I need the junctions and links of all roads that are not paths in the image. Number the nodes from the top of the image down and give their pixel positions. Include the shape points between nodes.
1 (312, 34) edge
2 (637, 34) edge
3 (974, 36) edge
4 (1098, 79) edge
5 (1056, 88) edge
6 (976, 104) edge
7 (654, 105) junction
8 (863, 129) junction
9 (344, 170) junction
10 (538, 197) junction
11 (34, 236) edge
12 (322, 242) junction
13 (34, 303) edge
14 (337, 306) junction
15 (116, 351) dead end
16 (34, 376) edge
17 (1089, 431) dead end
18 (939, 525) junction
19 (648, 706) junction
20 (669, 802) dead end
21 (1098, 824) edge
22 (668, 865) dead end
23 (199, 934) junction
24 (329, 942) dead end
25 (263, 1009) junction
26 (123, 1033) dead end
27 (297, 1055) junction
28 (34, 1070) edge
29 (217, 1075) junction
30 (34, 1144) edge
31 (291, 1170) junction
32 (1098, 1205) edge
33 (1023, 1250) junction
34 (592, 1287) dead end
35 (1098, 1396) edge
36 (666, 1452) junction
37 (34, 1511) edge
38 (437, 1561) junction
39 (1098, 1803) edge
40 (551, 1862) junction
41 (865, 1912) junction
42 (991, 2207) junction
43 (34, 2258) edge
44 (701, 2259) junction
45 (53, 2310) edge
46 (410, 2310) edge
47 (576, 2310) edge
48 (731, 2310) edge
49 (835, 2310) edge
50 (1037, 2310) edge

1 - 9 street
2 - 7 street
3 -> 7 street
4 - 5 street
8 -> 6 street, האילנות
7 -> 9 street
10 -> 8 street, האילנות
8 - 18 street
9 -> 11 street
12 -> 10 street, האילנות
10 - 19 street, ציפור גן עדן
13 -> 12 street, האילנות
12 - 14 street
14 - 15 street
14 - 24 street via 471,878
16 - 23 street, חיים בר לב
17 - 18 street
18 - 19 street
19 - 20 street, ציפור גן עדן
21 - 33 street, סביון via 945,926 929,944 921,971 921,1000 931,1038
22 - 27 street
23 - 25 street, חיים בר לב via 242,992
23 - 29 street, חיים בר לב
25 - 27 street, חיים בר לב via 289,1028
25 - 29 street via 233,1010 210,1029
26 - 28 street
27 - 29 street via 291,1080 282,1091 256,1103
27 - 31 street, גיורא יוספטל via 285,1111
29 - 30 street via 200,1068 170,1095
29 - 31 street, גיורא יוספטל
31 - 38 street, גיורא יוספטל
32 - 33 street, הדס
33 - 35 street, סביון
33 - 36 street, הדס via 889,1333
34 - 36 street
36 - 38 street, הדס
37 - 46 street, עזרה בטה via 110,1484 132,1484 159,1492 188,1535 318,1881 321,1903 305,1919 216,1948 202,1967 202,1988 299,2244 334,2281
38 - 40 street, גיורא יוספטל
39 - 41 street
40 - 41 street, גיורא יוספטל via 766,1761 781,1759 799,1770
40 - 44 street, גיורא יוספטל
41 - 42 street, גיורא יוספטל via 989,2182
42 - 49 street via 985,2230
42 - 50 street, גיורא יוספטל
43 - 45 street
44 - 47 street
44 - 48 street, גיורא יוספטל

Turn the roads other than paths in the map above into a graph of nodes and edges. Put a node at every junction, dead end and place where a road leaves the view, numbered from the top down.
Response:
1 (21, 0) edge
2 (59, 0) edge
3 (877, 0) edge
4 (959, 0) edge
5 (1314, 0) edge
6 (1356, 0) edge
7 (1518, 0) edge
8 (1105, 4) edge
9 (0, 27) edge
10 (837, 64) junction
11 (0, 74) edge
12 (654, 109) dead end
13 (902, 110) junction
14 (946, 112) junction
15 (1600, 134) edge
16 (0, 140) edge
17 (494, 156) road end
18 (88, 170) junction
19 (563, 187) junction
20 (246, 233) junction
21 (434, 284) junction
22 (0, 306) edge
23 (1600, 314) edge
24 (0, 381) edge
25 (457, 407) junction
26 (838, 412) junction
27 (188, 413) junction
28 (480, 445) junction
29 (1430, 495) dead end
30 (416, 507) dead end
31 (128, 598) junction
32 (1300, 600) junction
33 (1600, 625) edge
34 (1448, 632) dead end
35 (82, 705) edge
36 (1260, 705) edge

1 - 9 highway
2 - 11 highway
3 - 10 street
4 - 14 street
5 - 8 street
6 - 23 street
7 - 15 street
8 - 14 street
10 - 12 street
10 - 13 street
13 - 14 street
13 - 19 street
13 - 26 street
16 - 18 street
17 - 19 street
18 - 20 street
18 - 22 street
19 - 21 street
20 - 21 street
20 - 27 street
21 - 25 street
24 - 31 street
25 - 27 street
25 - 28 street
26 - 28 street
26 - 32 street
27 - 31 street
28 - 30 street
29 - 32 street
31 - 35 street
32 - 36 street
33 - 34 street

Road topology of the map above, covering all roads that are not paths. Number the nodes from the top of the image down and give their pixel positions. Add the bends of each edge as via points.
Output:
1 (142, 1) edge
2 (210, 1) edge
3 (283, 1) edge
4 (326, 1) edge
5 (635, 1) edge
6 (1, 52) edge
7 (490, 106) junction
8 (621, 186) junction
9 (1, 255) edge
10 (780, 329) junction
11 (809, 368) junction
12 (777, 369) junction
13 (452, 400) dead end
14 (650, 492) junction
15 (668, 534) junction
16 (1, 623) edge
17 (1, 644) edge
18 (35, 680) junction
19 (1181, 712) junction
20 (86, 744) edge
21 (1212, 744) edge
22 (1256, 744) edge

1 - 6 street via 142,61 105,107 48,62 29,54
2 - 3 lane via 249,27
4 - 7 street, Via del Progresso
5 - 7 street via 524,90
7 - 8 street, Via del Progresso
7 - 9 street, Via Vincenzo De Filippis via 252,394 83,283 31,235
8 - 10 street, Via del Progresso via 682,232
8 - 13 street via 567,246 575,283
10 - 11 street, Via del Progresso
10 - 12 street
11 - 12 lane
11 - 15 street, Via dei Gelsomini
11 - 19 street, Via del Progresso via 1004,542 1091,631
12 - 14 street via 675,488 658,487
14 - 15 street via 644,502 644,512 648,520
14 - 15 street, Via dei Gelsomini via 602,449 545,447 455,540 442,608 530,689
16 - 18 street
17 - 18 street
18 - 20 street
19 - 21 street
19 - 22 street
★ ★ ★
Scan the records above for the word "nodes" and return every line where it occurs.

▶ **OUTPUT**:
I need the junctions and links of all roads that are not paths in the image. Number the nodes from the top of the image down and give their pixel positions. Include the shape points between nodes.
Turn the roads other than paths in the map above into a graph of nodes and edges. Put a node at every junction, dead end and place where a road leaves the view, numbered from the top down.
Road topology of the map above, covering all roads that are not paths. Number the nodes from the top of the image down and give their pixel positions. Add the bends of each edge as via points.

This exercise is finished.